■ **ABOUT THIS EXERCISE**
This task calls for copying each line below that contains "Larrondo".

■ **DATASET EXCERPTS**
┏━━

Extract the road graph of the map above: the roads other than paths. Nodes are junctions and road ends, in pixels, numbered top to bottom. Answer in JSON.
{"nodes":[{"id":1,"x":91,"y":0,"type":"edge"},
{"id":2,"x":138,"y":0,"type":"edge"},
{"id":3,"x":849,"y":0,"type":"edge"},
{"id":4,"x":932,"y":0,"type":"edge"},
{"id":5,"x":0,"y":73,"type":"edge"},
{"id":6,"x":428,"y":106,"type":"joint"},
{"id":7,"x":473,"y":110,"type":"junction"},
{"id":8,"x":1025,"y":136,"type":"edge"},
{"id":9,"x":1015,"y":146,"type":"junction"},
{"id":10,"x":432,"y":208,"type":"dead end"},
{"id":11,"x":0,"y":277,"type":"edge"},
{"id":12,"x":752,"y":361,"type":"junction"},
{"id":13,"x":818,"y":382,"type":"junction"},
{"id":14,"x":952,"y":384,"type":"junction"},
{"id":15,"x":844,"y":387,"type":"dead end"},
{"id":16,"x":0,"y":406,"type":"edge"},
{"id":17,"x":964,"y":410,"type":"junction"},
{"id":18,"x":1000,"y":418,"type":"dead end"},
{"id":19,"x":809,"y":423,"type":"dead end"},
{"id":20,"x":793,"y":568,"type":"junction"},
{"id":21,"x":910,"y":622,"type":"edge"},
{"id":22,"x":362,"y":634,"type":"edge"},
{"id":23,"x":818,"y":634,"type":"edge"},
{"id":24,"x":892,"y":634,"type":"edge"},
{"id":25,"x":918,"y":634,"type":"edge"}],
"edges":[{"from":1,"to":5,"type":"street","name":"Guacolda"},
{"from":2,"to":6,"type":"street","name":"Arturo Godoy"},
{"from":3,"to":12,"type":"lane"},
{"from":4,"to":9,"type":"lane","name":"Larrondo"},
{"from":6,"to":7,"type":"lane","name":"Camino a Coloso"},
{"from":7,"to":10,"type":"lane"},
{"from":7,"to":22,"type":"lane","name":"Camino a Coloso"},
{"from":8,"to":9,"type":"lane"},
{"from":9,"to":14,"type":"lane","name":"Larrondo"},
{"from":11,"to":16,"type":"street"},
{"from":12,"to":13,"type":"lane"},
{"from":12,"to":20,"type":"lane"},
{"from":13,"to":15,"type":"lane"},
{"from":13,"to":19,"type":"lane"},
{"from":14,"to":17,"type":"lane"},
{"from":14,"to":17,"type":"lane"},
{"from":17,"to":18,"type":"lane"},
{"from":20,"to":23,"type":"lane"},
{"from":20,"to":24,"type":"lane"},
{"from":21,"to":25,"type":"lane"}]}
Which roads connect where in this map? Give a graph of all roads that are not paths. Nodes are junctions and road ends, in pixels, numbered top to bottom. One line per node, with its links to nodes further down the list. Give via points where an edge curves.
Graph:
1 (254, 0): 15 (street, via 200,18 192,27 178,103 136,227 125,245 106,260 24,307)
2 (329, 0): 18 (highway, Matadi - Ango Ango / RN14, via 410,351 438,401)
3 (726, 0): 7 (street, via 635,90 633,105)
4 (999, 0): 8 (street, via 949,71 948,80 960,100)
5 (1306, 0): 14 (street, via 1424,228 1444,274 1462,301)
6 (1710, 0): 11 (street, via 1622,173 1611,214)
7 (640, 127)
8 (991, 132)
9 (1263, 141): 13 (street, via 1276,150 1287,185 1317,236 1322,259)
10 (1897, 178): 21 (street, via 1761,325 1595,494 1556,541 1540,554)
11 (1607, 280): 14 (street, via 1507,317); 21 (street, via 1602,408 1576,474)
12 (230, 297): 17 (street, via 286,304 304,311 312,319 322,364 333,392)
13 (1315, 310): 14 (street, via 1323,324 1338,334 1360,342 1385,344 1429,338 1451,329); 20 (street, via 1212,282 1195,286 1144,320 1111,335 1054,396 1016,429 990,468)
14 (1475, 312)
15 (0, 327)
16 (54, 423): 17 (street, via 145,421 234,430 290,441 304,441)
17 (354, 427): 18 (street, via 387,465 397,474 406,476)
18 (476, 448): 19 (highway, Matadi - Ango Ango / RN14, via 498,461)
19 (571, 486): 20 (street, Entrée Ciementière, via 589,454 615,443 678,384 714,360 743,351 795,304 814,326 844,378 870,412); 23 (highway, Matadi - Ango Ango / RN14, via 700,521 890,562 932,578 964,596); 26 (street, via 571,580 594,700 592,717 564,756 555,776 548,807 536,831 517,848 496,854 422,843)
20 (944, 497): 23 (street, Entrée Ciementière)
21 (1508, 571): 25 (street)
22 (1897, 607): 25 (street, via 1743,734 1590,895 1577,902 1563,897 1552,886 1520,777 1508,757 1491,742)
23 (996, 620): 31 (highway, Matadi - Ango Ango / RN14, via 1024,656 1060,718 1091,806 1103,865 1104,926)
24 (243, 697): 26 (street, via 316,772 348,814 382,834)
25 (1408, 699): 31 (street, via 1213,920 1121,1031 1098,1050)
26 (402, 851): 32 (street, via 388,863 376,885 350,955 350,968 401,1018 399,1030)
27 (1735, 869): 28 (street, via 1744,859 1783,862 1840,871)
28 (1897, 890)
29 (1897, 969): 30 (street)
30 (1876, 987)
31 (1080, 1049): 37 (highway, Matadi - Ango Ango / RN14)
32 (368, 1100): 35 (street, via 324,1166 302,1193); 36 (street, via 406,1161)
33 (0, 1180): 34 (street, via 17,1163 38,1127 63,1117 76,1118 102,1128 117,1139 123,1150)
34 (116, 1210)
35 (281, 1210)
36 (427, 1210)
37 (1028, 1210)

┗━━

■ **EXPECTED OUTPUT**
{"from":4,"to":9,"type":"lane","name":"Larrondo"},
{"from":9,"to":14,"type":"lane","name":"Larrondo"},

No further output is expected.